▸ **What you will do**
State only how many lines of the records contain the string "Parade".

▸ **Stored items**
===
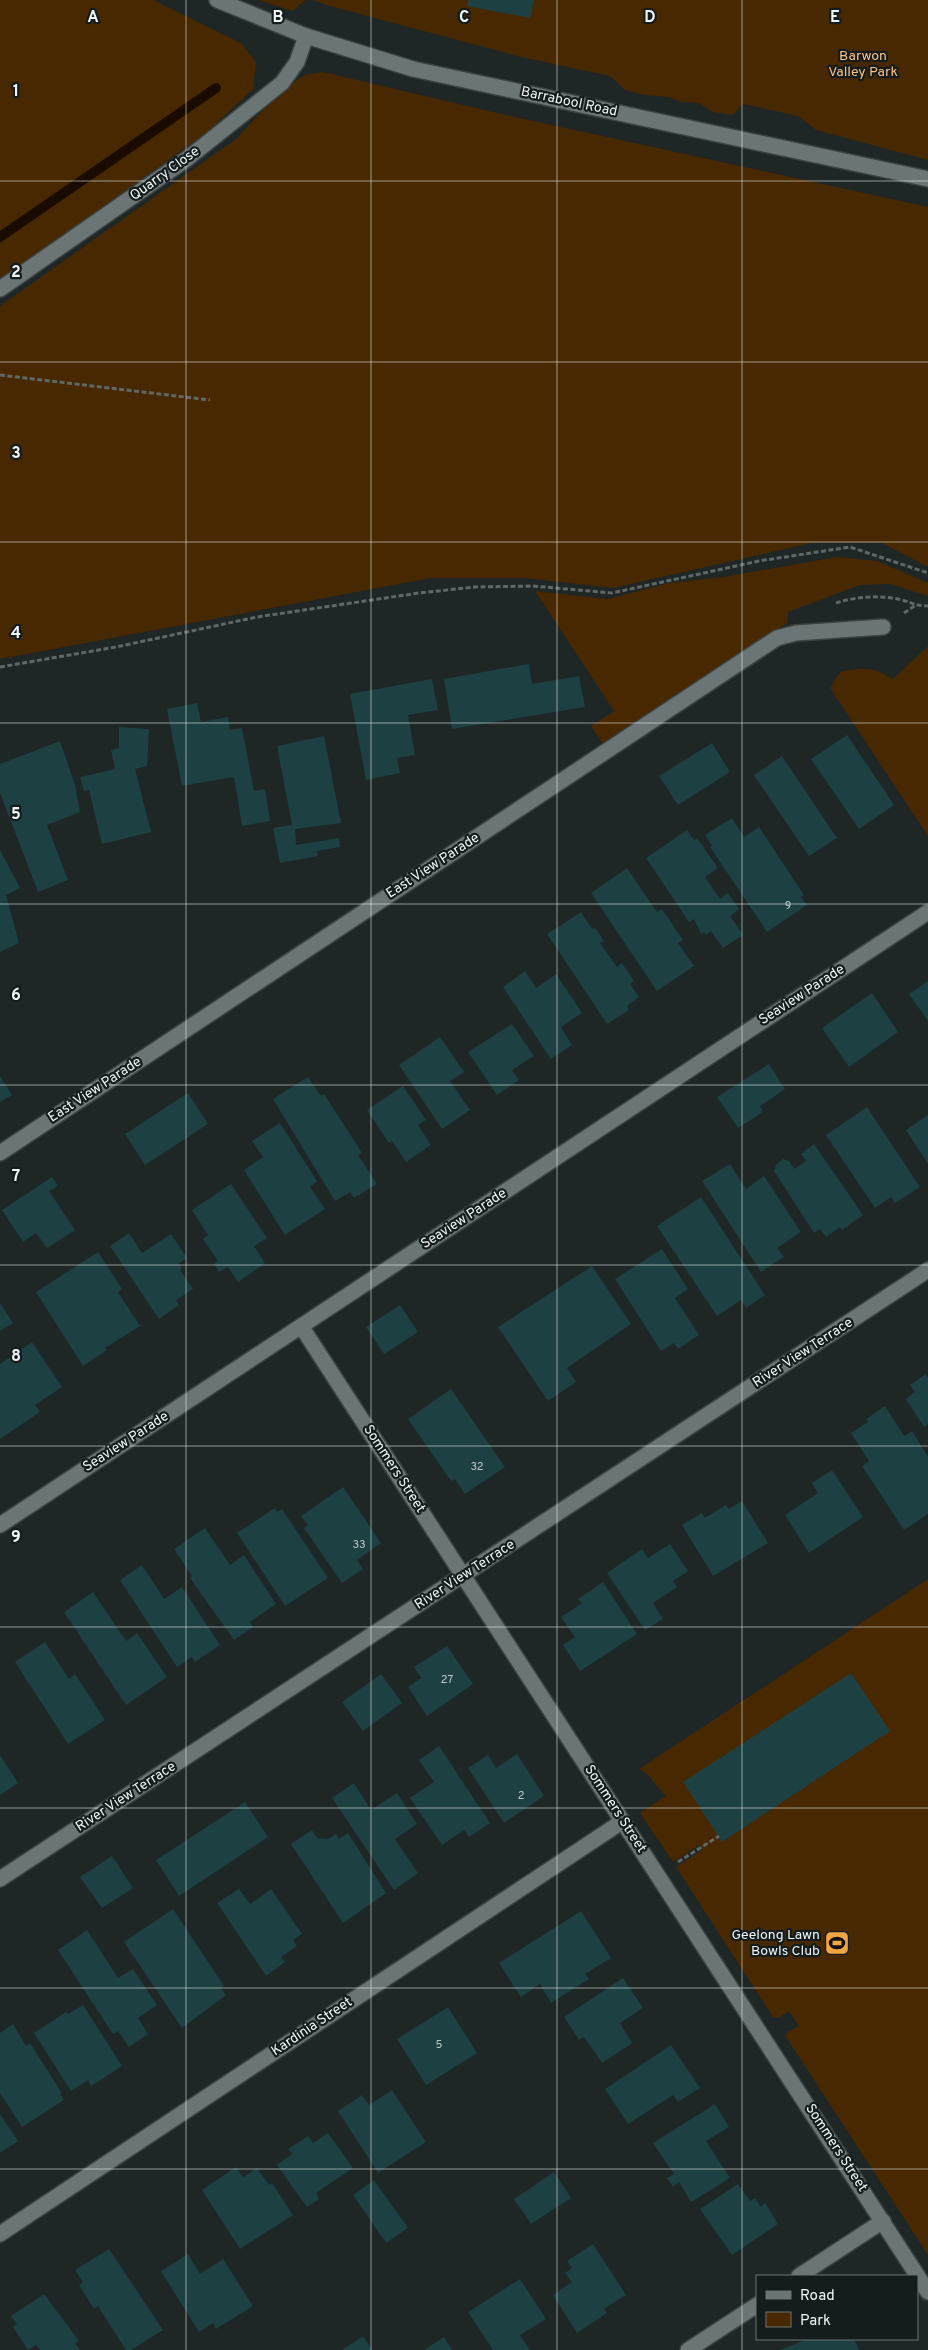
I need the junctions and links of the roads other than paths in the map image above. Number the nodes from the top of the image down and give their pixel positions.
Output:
1 (217, 0) edge
2 (306, 36) junction
3 (928, 179) edge
4 (0, 289) edge
5 (882, 627) dead end
6 (928, 912) edge
7 (0, 1152) edge
8 (928, 1270) edge
9 (301, 1326) junction
10 (0, 1525) edge
11 (464, 1576) junction
12 (623, 1821) junction
13 (0, 1879) edge
14 (883, 2221) junction
15 (0, 2234) edge
16 (801, 2275) edge
17 (917, 2275) edge
18 (918, 2276) edge
19 (928, 2292) edge
20 (756, 2305) edge
21 (688, 2350) edge

1 - 2 street, Barrabool Road
2 - 3 street, Barrabool Road
2 - 4 street, Quarry Close
5 - 7 street, East View Parade
6 - 9 street, Seaview Parade
8 - 11 street, River View Terrace
9 - 10 street, Seaview Parade
9 - 11 street, Sommers Street
11 - 12 street, Sommers Street
11 - 13 street, River View Terrace
12 - 14 street, Sommers Street
12 - 15 street, Kardinia Street
14 - 16 street
14 - 17 street, Sommers Street
18 - 19 street, Sommers Street
20 - 21 street

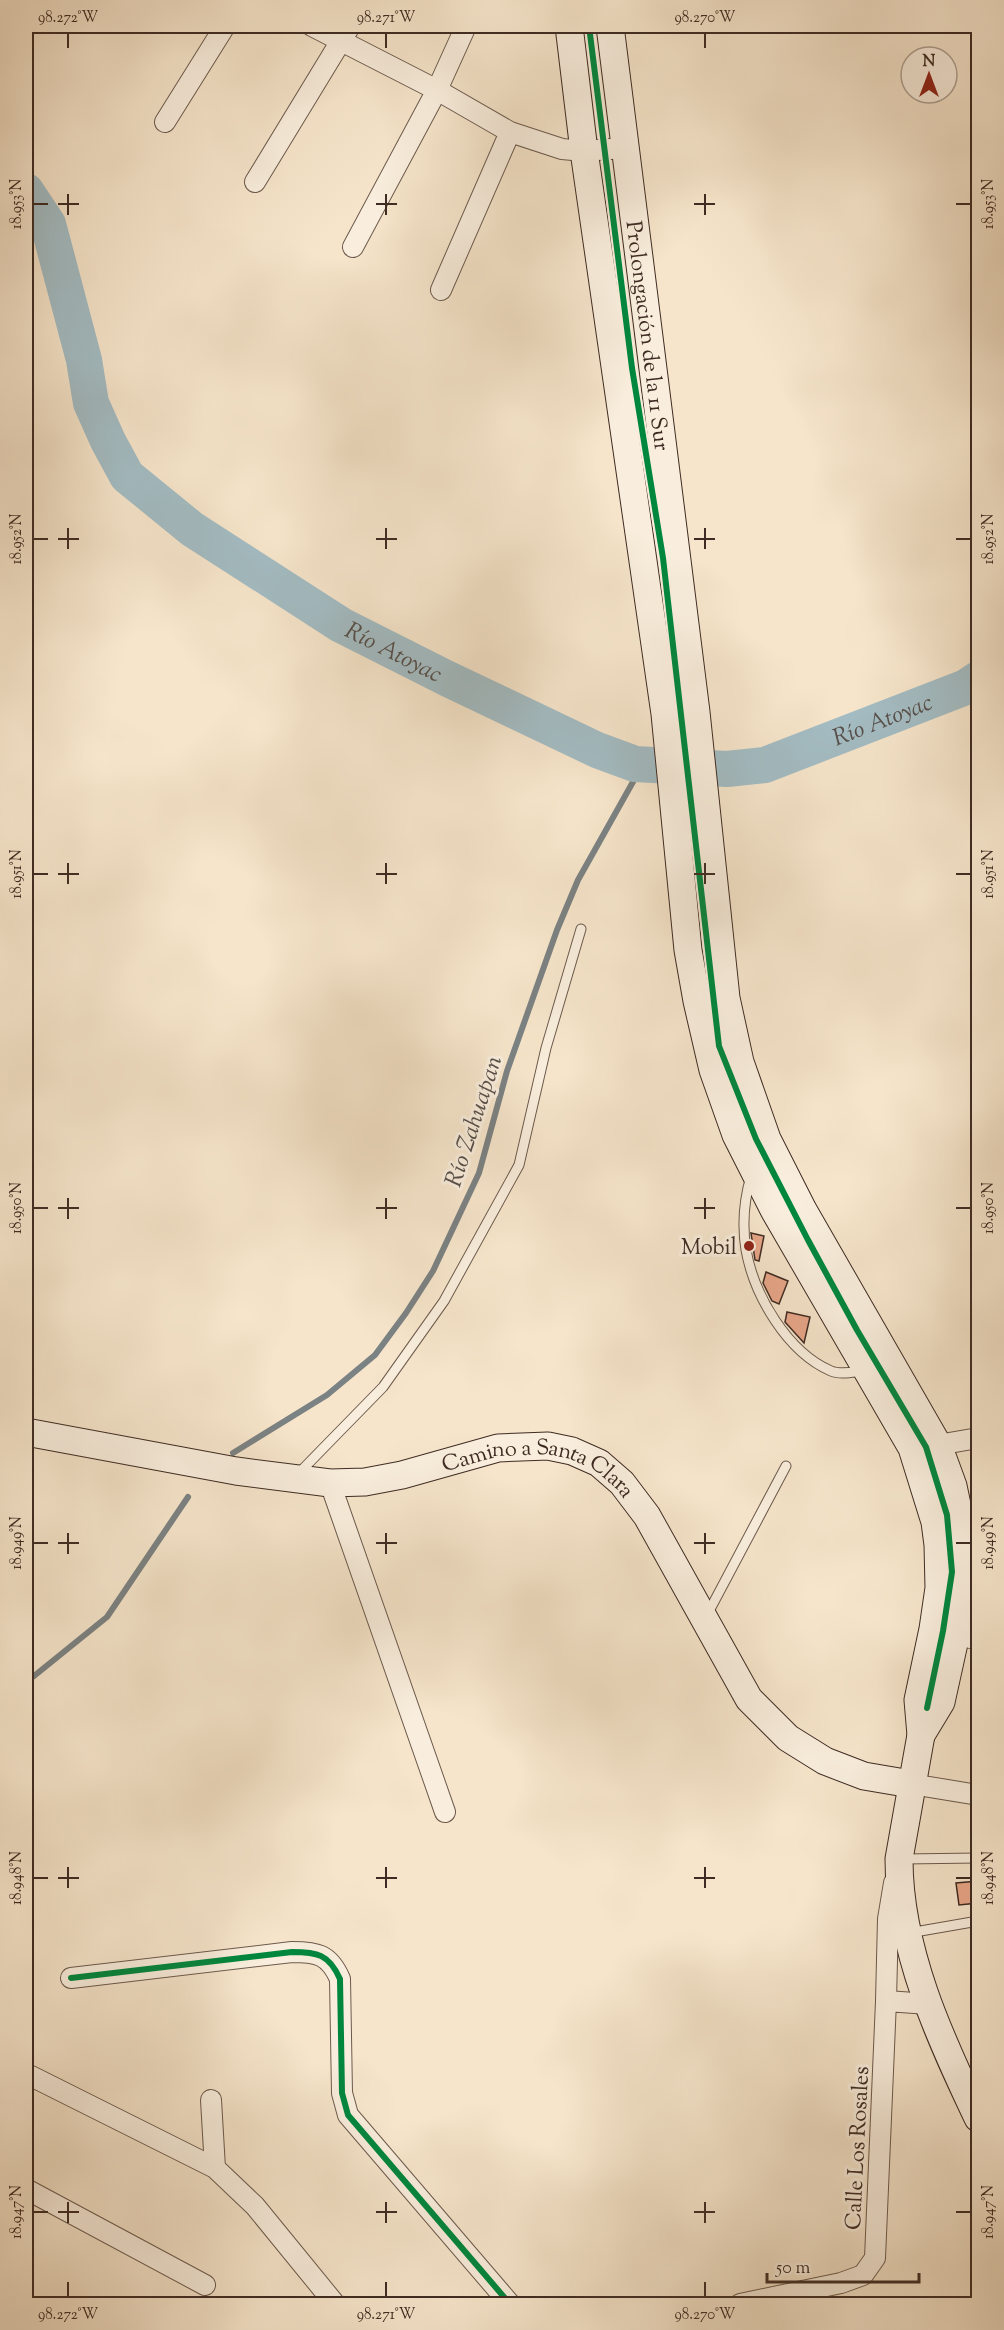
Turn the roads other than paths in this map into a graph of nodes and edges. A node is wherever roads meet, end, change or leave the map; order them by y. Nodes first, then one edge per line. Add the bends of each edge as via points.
1 (225, 26) edge
2 (312, 26) edge
3 (466, 26) edge
4 (569, 26) edge
5 (610, 26) edge
6 (346, 34) edge
7 (437, 90) junction
8 (165, 122) dead end
9 (510, 132) junction
10 (623, 148) junction
11 (584, 152) junction
12 (255, 182) dead end
13 (353, 247) dead end
14 (441, 290) dead end
15 (581, 929) dead end
16 (740, 1062) junction
17 (712, 1070) junction
18 (753, 1168) junction
19 (890, 1362) junction
20 (865, 1370) junction
21 (26, 1432) edge
22 (978, 1438) edge
23 (925, 1447) junction
24 (786, 1466) dead end
25 (293, 1478) junction
26 (330, 1484) junction
27 (705, 1620) junction
28 (967, 1637) edge
29 (921, 1735) junction
30 (911, 1784) junction
31 (978, 1796) edge
32 (445, 1812) dead end
33 (978, 1858) edge
34 (899, 1859) junction
35 (978, 1921) edge
36 (906, 1933) junction
37 (71, 1978) dead end
38 (886, 2001) junction
39 (929, 2004) junction
40 (31, 2076) dead end
41 (211, 2100) dead end
42 (976, 2108) edge
43 (215, 2168) junction
44 (26, 2189) edge
45 (205, 2285) dead end
46 (335, 2304) edge
47 (510, 2304) edge
48 (740, 2304) edge

1 - 8 street
2 - 6 street
3 - 7 street
4 - 11 main road, Prolongación de la 11 Sur
5 - 10 main road, Prolongación de la 11 Sur
6 - 7 street
6 - 12 street
7 - 9 street
7 - 13 street
9 - 11 street
9 - 14 street
10 - 11 street
10 - 16 main road, Prolongación de la 11 Sur via 695,701 726,999
11 - 17 main road, Prolongación de la 11 Sur via 665,714 688,950
15 - 25 lane via 546,1048 519,1165 444,1301 383,1387
16 - 17 main road
16 - 19 main road, Prolongación de la 11 Sur via 767,1139
17 - 18 main road, Prolongación de la 11 Sur
18 - 20 main road, Prolongación de la 11 Sur
18 - 20 lane via 745,1208 746,1249 766,1306 795,1344 832,1372
19 - 20 lane
19 - 23 main road, Prolongación de la 11 Sur
20 - 23 main road, Prolongación de la 11 Sur
21 - 25 main road, Camino a Santa Clara
22 - 23 street
23 - 28 main road, Prolongación de la 11 Sur via 953,1486 963,1533
23 - 29 main road, Prolongación de la 11 Sur via 939,1588 918,1700
24 - 27 lane
25 - 26 main road, Camino a Santa Clara
26 - 27 main road, Camino a Santa Clara via 402,1475 498,1448 548,1446 572,1451 599,1463 622,1484 647,1516
26 - 32 street
27 - 30 main road, Camino a Santa Clara via 749,1699 788,1738 825,1761 864,1776
28 - 29 main road, Prolongación de la 11 Sur via 940,1702
29 - 30 main road, Prolongación de la 11 Sur
30 - 31 street
30 - 34 main road, Prolongación de la 11 Sur
33 - 34 lane
34 - 36 main road, Prolongación de la 11 Sur
34 - 38 street, Calle Los Rosales via 888,1919
35 - 36 lane
36 - 39 main road, Prolongación de la 11 Sur
37 - 47 street via 292,1952 323,1956 340,1979 342,2093 348,2115
38 - 39 street
38 - 48 street, Calle Los Rosales via 875,2258 862,2275 841,2283
39 - 42 main road, Prolongación de la 11 Sur
40 - 43 street
41 - 43 street
43 - 46 street via 255,2206
44 - 45 street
===
▸ **Result for this task**
3